> Prompt: Please transcribe the data that follows, keeping every line exact.

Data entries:

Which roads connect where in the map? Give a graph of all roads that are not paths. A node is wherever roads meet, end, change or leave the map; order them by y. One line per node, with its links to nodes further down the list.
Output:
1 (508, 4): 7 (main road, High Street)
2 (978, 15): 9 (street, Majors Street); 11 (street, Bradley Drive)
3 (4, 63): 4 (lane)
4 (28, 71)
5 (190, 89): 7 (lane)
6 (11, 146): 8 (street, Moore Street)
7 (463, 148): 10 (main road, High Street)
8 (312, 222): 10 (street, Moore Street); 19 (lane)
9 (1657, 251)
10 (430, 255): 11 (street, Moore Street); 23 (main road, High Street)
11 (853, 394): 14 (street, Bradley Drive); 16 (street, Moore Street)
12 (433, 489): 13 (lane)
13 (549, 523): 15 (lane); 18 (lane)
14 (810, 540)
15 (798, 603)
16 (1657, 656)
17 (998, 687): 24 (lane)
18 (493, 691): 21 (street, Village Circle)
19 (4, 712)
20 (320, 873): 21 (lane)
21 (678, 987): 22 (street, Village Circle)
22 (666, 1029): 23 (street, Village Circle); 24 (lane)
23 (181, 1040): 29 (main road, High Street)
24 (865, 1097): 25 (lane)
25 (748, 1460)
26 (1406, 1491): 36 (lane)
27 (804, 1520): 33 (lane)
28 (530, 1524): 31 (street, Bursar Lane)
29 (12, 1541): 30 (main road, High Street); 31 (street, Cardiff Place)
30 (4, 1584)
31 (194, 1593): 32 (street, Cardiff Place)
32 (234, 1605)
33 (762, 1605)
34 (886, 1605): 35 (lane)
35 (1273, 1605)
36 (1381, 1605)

> Result:
Which roads connect where in the map? Give a graph of all roads that are not paths. A node is wherever roads meet, end, change or leave the map; order them by y. One line per node, with its links to nodes further down the list.
Output:
1 (508, 4): 7 (main road, High Street)
2 (978, 15): 9 (street, Majors Street); 11 (street, Bradley Drive)
3 (4, 63): 4 (lane)
4 (28, 71)
5 (190, 89): 7 (lane)
6 (11, 146): 8 (street, Moore Street)
7 (463, 148): 10 (main road, High Street)
8 (312, 222): 10 (street, Moore Street); 19 (lane)
9 (1657, 251)
10 (430, 255): 11 (street, Moore Street); 23 (main road, High Street)
11 (853, 394): 14 (street, Bradley Drive); 16 (street, Moore Street)
12 (433, 489): 13 (lane)
13 (549, 523): 15 (lane); 18 (lane)
14 (810, 540)
15 (798, 603)
16 (1657, 656)
17 (998, 687): 24 (lane)
18 (493, 691): 21 (street, Village Circle)
19 (4, 712)
20 (320, 873): 21 (lane)
21 (678, 987): 22 (street, Village Circle)
22 (666, 1029): 23 (street, Village Circle); 24 (lane)
23 (181, 1040): 29 (main road, High Street)
24 (865, 1097): 25 (lane)
25 (748, 1460)
26 (1406, 1491): 36 (lane)
27 (804, 1520): 33 (lane)
28 (530, 1524): 31 (street, Bursar Lane)
29 (12, 1541): 30 (main road, High Street); 31 (street, Cardiff Place)
30 (4, 1584)
31 (194, 1593): 32 (street, Cardiff Place)
32 (234, 1605)
33 (762, 1605)
34 (886, 1605): 35 (lane)
35 (1273, 1605)
36 (1381, 1605)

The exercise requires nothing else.